- EXERCISE REQUIREMENTS: Retype the listing that follows, exactly as written.

☆ ☆ ☆ ☆

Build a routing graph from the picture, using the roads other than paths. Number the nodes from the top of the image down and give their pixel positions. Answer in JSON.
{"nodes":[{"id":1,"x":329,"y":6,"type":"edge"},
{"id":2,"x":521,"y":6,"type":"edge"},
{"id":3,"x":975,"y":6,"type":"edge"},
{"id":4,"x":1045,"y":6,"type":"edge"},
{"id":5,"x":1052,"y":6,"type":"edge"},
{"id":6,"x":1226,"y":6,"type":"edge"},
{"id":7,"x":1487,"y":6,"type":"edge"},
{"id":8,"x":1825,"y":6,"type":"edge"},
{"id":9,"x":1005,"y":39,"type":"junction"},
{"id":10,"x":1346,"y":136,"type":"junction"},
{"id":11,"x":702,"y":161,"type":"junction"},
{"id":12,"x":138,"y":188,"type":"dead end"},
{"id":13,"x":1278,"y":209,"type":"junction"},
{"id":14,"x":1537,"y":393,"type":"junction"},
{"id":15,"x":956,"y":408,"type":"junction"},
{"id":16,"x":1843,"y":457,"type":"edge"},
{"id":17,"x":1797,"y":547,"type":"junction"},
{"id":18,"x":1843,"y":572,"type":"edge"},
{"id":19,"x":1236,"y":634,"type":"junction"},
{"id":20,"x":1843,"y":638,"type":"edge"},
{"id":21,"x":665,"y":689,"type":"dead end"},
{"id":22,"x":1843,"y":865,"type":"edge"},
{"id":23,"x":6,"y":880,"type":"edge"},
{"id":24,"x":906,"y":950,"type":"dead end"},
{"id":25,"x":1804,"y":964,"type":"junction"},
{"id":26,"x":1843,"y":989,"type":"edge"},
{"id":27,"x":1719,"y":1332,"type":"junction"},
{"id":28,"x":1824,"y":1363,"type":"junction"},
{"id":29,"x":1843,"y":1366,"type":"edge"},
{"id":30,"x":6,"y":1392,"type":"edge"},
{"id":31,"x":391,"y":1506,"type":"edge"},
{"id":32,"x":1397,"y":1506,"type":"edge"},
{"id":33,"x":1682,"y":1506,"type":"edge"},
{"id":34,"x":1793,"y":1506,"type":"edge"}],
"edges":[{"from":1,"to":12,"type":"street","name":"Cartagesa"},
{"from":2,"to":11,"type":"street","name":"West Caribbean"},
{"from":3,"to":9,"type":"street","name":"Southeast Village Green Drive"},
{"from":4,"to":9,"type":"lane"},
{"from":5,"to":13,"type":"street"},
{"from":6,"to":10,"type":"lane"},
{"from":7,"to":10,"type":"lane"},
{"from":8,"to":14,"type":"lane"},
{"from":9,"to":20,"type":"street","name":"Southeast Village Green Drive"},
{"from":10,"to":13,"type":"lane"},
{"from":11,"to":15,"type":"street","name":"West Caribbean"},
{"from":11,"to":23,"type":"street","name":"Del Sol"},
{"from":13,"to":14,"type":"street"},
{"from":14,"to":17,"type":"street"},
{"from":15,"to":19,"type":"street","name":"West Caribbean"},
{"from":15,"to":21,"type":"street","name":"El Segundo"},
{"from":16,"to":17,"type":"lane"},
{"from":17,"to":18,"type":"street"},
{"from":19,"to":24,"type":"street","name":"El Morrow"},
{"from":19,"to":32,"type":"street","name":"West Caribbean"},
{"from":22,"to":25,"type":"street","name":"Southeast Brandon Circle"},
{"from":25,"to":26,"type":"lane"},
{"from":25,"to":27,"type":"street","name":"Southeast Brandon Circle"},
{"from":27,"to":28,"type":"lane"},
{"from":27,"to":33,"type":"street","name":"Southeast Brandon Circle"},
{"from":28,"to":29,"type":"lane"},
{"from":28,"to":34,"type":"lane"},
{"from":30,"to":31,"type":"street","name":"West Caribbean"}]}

☆ ☆ ☆ ☆

- RESULT:
Build a routing graph from the picture, using the roads other than paths. Number the nodes from the top of the image down and give their pixel positions. Answer in JSON.
{"nodes":[{"id":1,"x":329,"y":6,"type":"edge"},
{"id":2,"x":521,"y":6,"type":"edge"},
{"id":3,"x":975,"y":6,"type":"edge"},
{"id":4,"x":1045,"y":6,"type":"edge"},
{"id":5,"x":1052,"y":6,"type":"edge"},
{"id":6,"x":1226,"y":6,"type":"edge"},
{"id":7,"x":1487,"y":6,"type":"edge"},
{"id":8,"x":1825,"y":6,"type":"edge"},
{"id":9,"x":1005,"y":39,"type":"junction"},
{"id":10,"x":1346,"y":136,"type":"junction"},
{"id":11,"x":702,"y":161,"type":"junction"},
{"id":12,"x":138,"y":188,"type":"dead end"},
{"id":13,"x":1278,"y":209,"type":"junction"},
{"id":14,"x":1537,"y":393,"type":"junction"},
{"id":15,"x":956,"y":408,"type":"junction"},
{"id":16,"x":1843,"y":457,"type":"edge"},
{"id":17,"x":1797,"y":547,"type":"junction"},
{"id":18,"x":1843,"y":572,"type":"edge"},
{"id":19,"x":1236,"y":634,"type":"junction"},
{"id":20,"x":1843,"y":638,"type":"edge"},
{"id":21,"x":665,"y":689,"type":"dead end"},
{"id":22,"x":1843,"y":865,"type":"edge"},
{"id":23,"x":6,"y":880,"type":"edge"},
{"id":24,"x":906,"y":950,"type":"dead end"},
{"id":25,"x":1804,"y":964,"type":"junction"},
{"id":26,"x":1843,"y":989,"type":"edge"},
{"id":27,"x":1719,"y":1332,"type":"junction"},
{"id":28,"x":1824,"y":1363,"type":"junction"},
{"id":29,"x":1843,"y":1366,"type":"edge"},
{"id":30,"x":6,"y":1392,"type":"edge"},
{"id":31,"x":391,"y":1506,"type":"edge"},
{"id":32,"x":1397,"y":1506,"type":"edge"},
{"id":33,"x":1682,"y":1506,"type":"edge"},
{"id":34,"x":1793,"y":1506,"type":"edge"}],
"edges":[{"from":1,"to":12,"type":"street","name":"Cartagesa"},
{"from":2,"to":11,"type":"street","name":"West Caribbean"},
{"from":3,"to":9,"type":"street","name":"Southeast Village Green Drive"},
{"from":4,"to":9,"type":"lane"},
{"from":5,"to":13,"type":"street"},
{"from":6,"to":10,"type":"lane"},
{"from":7,"to":10,"type":"lane"},
{"from":8,"to":14,"type":"lane"},
{"from":9,"to":20,"type":"street","name":"Southeast Village Green Drive"},
{"from":10,"to":13,"type":"lane"},
{"from":11,"to":15,"type":"street","name":"West Caribbean"},
{"from":11,"to":23,"type":"street","name":"Del Sol"},
{"from":13,"to":14,"type":"street"},
{"from":14,"to":17,"type":"street"},
{"from":15,"to":19,"type":"street","name":"West Caribbean"},
{"from":15,"to":21,"type":"street","name":"El Segundo"},
{"from":16,"to":17,"type":"lane"},
{"from":17,"to":18,"type":"street"},
{"from":19,"to":24,"type":"street","name":"El Morrow"},
{"from":19,"to":32,"type":"street","name":"West Caribbean"},
{"from":22,"to":25,"type":"street","name":"Southeast Brandon Circle"},
{"from":25,"to":26,"type":"lane"},
{"from":25,"to":27,"type":"street","name":"Southeast Brandon Circle"},
{"from":27,"to":28,"type":"lane"},
{"from":27,"to":33,"type":"street","name":"Southeast Brandon Circle"},
{"from":28,"to":29,"type":"lane"},
{"from":28,"to":34,"type":"lane"},
{"from":30,"to":31,"type":"street","name":"West Caribbean"}]}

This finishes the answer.